**Description of the task:** Search the material for the word "Gang" and report each line where it turns up.

**Supplied material:**

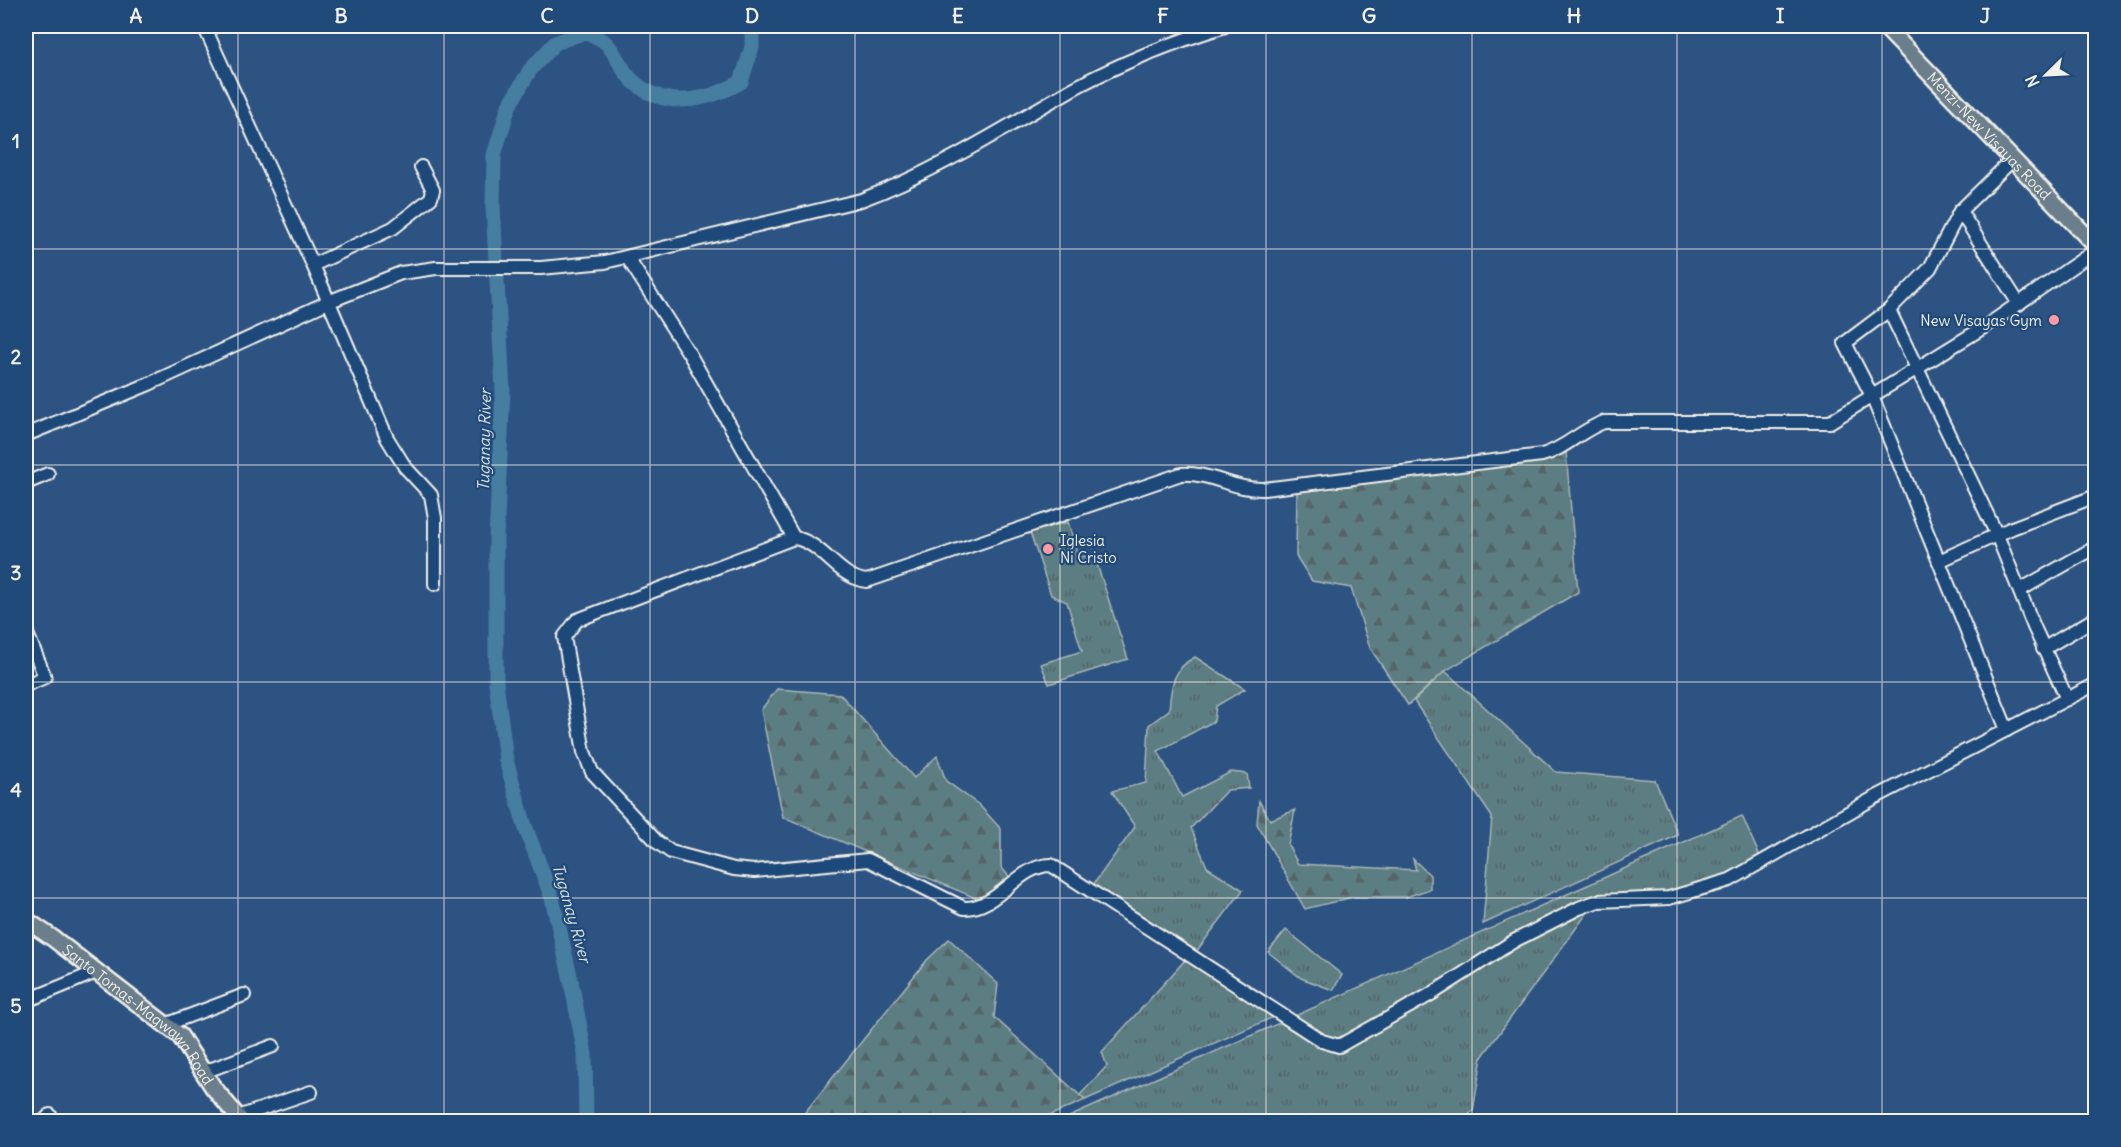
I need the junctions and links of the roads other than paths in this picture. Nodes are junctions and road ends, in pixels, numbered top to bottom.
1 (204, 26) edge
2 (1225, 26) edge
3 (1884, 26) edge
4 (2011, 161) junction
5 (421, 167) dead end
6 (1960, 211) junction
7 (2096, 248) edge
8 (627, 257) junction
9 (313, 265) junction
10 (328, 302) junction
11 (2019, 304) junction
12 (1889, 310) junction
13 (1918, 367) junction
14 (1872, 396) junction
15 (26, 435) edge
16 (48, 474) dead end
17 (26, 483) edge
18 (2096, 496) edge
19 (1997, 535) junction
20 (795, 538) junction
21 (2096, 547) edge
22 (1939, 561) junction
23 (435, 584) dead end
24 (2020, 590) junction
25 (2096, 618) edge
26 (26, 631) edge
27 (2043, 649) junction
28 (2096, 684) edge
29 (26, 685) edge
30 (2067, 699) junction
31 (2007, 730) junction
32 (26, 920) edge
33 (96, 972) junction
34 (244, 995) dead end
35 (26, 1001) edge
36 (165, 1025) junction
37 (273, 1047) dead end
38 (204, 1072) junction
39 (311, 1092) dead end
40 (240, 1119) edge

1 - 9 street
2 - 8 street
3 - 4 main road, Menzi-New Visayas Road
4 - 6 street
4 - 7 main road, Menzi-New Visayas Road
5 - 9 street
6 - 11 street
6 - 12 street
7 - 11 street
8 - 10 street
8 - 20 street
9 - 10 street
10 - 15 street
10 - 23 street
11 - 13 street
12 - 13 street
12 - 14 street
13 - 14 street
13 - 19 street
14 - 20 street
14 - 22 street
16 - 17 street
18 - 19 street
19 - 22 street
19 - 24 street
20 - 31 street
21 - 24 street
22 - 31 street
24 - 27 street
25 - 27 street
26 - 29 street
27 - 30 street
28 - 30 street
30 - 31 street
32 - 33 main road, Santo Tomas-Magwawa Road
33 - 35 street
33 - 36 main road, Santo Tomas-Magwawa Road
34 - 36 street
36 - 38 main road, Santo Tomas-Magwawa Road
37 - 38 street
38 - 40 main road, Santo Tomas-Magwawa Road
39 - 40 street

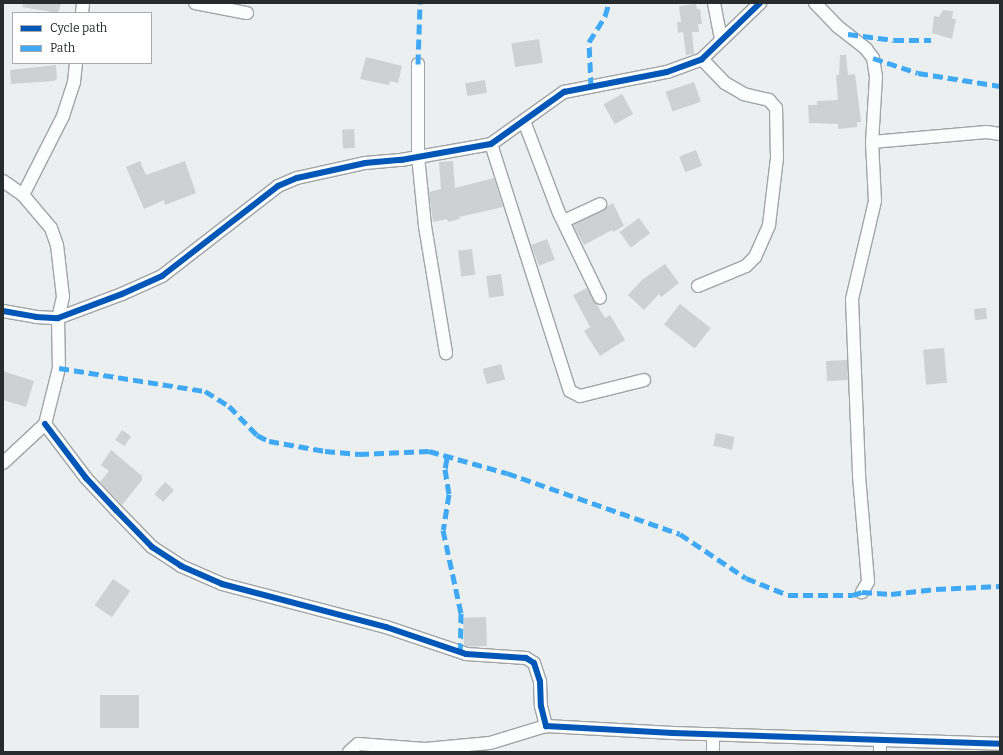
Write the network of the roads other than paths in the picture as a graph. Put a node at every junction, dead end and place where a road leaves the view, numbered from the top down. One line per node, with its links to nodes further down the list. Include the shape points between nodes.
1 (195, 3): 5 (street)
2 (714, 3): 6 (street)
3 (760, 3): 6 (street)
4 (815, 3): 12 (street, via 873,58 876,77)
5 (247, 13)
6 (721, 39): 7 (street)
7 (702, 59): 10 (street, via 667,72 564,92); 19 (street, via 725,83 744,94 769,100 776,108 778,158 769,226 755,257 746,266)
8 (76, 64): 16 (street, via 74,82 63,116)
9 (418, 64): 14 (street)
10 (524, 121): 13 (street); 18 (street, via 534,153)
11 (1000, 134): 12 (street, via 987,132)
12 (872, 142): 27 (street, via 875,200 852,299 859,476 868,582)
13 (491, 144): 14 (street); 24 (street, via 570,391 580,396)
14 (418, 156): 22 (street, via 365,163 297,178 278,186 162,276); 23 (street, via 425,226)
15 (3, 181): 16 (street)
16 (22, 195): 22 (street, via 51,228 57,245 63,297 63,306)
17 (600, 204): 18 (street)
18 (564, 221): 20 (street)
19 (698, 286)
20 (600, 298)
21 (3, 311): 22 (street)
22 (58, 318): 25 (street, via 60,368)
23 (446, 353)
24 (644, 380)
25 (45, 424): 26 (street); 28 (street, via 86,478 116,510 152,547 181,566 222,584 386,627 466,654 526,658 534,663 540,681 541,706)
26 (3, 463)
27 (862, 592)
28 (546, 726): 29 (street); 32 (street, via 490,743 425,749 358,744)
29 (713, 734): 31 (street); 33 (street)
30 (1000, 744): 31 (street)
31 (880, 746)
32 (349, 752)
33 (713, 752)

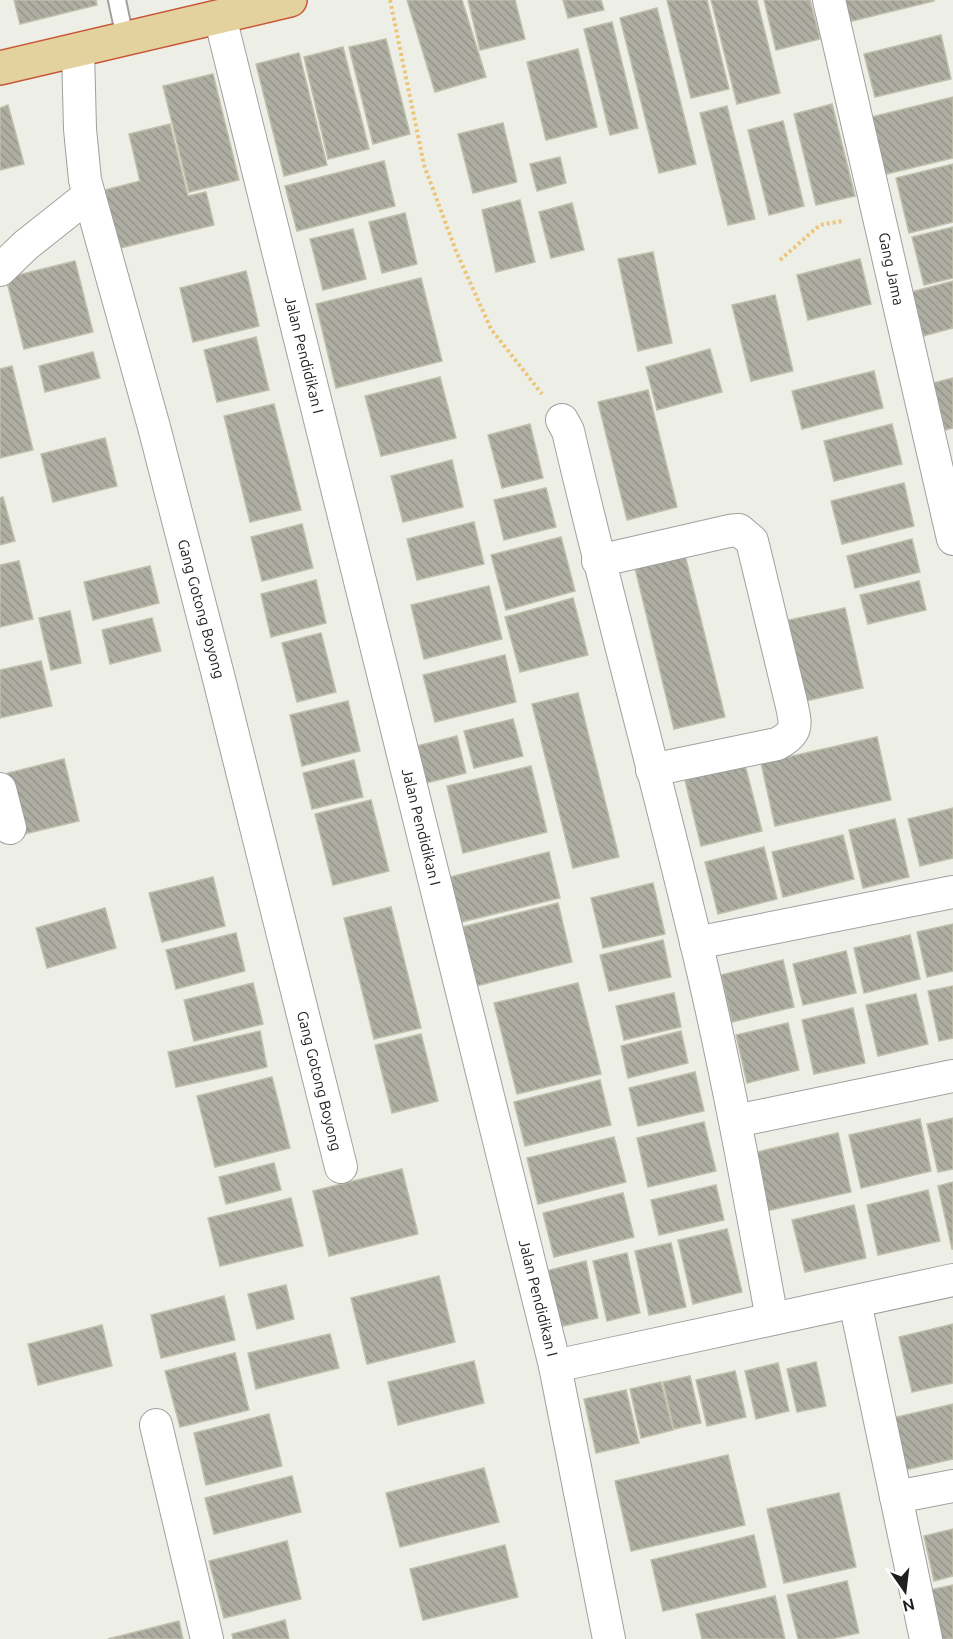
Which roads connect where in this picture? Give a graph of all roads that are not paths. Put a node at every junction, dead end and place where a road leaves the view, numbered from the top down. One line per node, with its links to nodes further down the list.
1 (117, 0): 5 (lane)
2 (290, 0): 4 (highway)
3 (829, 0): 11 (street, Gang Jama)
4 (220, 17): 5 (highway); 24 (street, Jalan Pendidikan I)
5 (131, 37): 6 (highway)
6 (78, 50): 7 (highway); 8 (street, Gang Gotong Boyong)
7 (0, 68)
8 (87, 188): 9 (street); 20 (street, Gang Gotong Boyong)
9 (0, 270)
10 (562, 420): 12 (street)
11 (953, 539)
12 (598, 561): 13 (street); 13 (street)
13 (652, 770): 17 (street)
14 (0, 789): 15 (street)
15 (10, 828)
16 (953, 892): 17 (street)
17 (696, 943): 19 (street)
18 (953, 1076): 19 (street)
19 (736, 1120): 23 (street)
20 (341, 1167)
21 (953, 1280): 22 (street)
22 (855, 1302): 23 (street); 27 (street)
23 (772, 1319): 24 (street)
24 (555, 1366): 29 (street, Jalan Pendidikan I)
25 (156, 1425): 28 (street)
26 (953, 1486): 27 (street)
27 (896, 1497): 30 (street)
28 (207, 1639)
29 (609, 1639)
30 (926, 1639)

**Result of the task:**
3 (829, 0): 11 (street, Gang Jama)
6 (78, 50): 7 (highway); 8 (street, Gang Gotong Boyong)
8 (87, 188): 9 (street); 20 (street, Gang Gotong Boyong)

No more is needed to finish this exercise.